Would you please return every line from the listing that contains the word "node"?

━━━━━━━━━━

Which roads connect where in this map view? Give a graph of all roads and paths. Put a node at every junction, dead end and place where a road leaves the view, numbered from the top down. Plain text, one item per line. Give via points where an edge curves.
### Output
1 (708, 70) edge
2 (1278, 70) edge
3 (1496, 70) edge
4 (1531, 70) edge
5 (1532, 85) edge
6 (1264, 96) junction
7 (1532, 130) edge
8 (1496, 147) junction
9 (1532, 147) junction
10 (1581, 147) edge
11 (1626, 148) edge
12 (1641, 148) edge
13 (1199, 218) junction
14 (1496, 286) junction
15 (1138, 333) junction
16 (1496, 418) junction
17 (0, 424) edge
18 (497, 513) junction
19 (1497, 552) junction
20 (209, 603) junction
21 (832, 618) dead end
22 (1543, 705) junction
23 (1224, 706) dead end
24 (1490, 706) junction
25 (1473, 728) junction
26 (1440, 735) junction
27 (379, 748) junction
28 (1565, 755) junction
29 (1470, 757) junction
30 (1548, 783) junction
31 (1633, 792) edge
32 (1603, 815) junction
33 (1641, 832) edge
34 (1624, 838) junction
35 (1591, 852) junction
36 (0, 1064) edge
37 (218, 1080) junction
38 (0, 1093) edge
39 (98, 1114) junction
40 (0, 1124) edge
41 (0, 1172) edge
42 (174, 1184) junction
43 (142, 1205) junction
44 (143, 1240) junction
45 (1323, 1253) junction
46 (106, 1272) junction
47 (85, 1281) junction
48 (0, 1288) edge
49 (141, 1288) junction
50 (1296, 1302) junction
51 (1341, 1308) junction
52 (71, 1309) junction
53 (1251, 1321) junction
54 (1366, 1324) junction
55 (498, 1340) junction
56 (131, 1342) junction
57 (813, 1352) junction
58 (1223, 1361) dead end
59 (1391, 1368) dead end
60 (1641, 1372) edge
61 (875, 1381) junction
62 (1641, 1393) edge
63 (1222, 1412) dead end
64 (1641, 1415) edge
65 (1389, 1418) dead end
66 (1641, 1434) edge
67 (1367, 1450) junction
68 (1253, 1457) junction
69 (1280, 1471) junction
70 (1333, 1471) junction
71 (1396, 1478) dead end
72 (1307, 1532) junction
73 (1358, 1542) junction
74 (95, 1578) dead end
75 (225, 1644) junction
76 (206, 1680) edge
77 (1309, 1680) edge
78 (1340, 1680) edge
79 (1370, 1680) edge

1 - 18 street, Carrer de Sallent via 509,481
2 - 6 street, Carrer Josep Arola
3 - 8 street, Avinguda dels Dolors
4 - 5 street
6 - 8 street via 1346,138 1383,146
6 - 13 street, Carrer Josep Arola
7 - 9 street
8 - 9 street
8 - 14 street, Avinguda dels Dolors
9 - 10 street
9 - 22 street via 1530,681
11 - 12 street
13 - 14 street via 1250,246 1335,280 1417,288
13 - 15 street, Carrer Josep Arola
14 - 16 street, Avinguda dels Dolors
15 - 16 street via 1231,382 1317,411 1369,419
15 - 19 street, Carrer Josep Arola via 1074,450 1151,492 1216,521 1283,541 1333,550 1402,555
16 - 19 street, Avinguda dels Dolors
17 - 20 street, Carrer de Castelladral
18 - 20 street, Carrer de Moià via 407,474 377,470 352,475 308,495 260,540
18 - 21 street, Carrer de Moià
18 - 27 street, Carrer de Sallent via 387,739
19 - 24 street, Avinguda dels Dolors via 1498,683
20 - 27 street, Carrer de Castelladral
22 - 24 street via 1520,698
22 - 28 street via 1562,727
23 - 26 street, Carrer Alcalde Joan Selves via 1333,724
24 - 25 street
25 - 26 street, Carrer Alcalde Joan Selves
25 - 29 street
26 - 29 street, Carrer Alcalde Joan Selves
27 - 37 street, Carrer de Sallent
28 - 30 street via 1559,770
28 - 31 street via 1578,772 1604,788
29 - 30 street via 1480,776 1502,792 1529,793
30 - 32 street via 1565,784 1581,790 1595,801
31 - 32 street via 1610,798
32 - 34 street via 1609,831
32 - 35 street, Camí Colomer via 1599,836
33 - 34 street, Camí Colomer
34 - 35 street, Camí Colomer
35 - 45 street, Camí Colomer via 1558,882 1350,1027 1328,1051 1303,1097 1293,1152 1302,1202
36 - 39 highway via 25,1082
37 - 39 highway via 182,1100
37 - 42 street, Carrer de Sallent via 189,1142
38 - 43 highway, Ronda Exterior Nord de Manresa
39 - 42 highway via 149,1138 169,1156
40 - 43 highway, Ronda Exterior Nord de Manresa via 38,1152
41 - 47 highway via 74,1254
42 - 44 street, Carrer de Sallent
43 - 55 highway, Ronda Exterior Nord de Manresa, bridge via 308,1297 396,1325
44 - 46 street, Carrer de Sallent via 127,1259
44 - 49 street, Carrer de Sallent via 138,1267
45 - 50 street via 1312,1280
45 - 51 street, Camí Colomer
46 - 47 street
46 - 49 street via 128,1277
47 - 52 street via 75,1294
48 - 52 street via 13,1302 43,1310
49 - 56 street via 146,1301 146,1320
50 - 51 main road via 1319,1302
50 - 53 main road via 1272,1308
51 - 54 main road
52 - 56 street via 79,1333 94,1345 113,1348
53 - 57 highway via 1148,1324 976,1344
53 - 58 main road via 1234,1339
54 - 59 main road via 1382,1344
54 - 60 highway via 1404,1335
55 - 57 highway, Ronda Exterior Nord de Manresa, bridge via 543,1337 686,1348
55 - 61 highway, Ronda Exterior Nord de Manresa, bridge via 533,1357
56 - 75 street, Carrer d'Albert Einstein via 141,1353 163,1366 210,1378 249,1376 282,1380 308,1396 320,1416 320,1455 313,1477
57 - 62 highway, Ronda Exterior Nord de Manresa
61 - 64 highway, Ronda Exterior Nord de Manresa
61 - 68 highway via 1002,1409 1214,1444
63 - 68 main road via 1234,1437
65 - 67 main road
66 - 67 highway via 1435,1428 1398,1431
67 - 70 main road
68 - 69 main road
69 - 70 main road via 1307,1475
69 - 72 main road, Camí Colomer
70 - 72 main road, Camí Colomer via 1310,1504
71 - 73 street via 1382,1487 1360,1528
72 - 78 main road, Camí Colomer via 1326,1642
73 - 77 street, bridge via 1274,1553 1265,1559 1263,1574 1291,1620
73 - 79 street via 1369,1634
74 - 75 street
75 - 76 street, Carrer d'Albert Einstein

━━━━━━━━━━

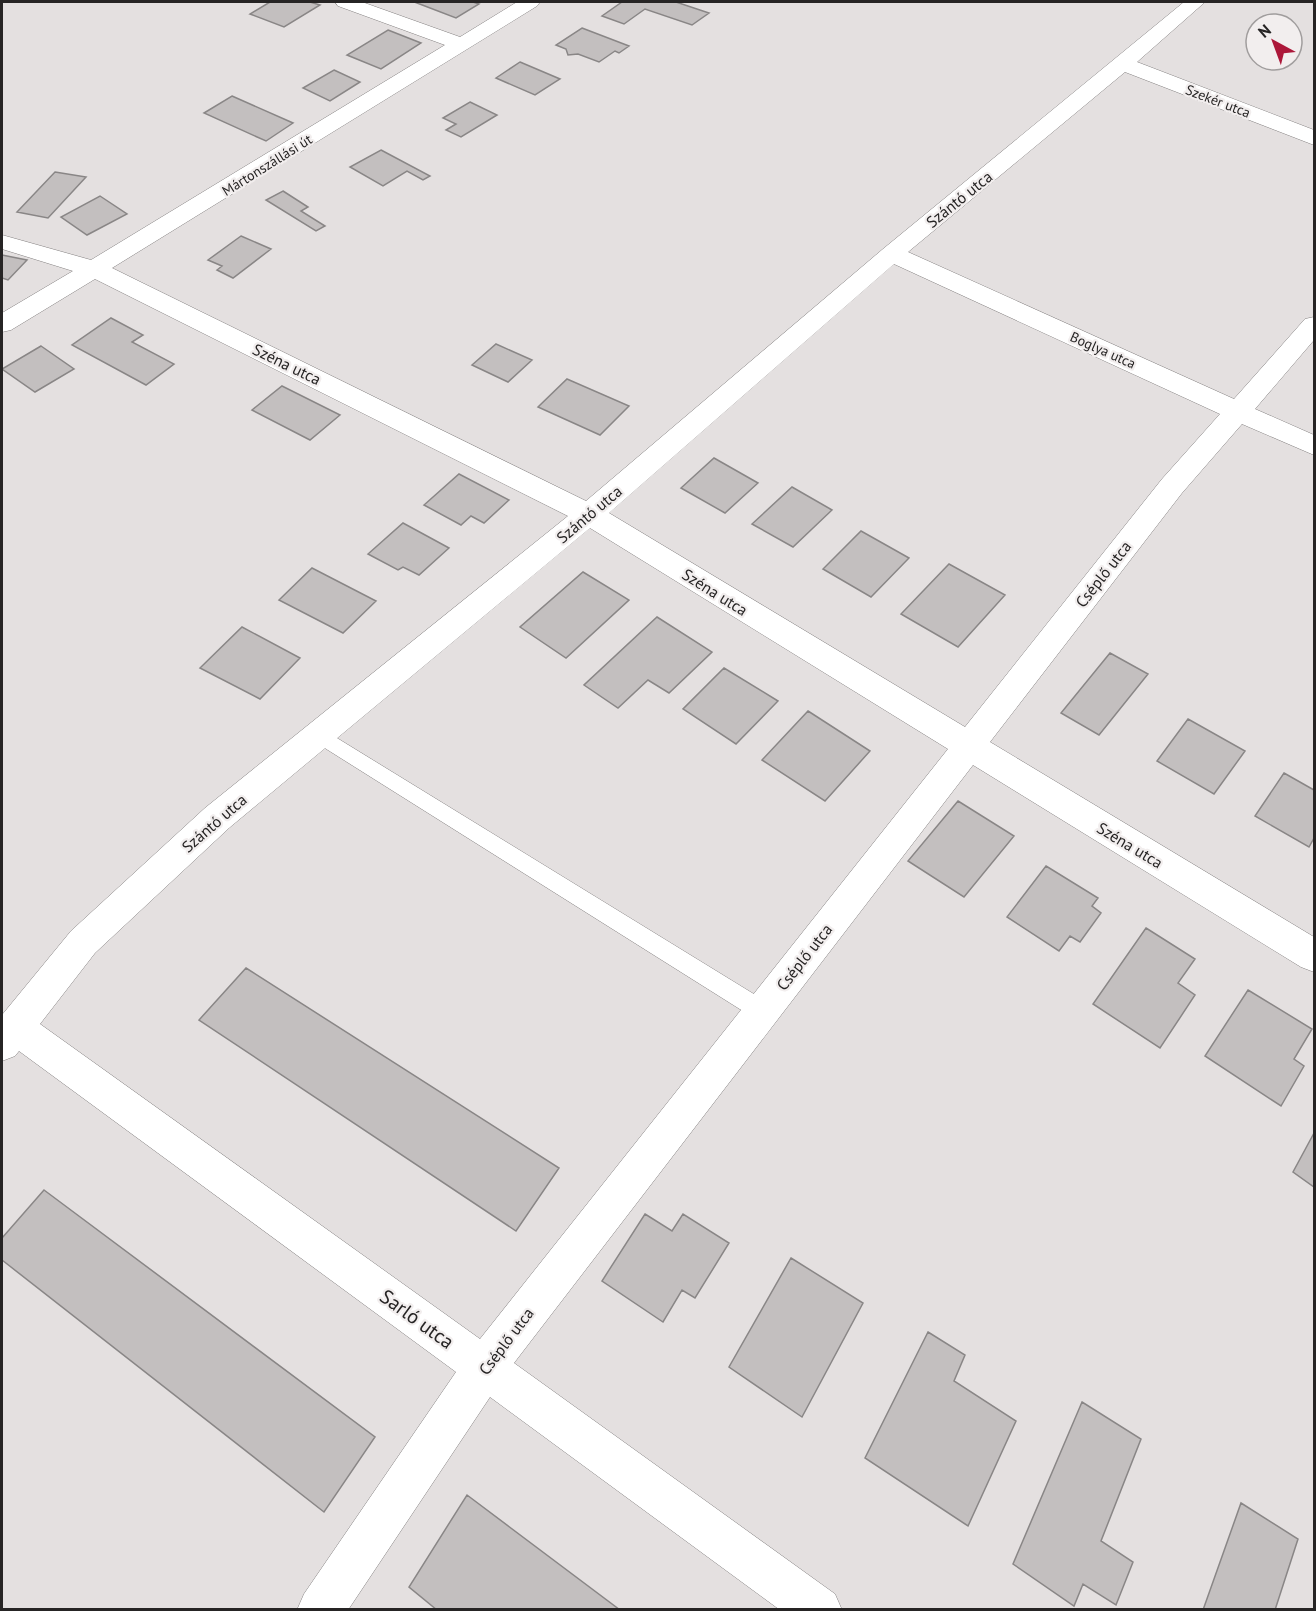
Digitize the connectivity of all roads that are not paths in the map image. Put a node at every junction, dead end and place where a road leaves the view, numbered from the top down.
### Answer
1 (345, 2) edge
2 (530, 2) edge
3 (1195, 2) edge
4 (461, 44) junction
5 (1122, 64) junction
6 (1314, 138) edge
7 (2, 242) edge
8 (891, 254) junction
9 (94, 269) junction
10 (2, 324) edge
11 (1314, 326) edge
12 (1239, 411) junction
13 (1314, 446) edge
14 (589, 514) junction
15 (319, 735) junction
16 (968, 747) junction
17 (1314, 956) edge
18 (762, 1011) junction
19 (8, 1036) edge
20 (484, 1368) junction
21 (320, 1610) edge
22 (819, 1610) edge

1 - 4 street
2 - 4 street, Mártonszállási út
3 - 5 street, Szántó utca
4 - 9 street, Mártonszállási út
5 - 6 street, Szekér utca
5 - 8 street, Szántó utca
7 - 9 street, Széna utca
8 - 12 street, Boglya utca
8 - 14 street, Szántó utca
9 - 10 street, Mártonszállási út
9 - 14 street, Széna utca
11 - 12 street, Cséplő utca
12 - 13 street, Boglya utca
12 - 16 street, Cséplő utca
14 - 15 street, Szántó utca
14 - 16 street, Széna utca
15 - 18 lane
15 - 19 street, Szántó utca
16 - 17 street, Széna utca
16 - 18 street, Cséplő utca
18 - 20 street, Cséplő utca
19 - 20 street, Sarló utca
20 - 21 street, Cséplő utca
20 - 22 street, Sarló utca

━━━━━━━━━━

**YOUR RESPONSE:**
Which roads connect where in this map view? Give a graph of all roads and paths. Put a node at every junction, dead end and place where a road leaves the view, numbered from the top down. Plain text, one item per line. Give via points where an edge curves.
Digitize the connectivity of all roads that are not paths in the map image. Put a node at every junction, dead end and place where a road leaves the view, numbered from the top down.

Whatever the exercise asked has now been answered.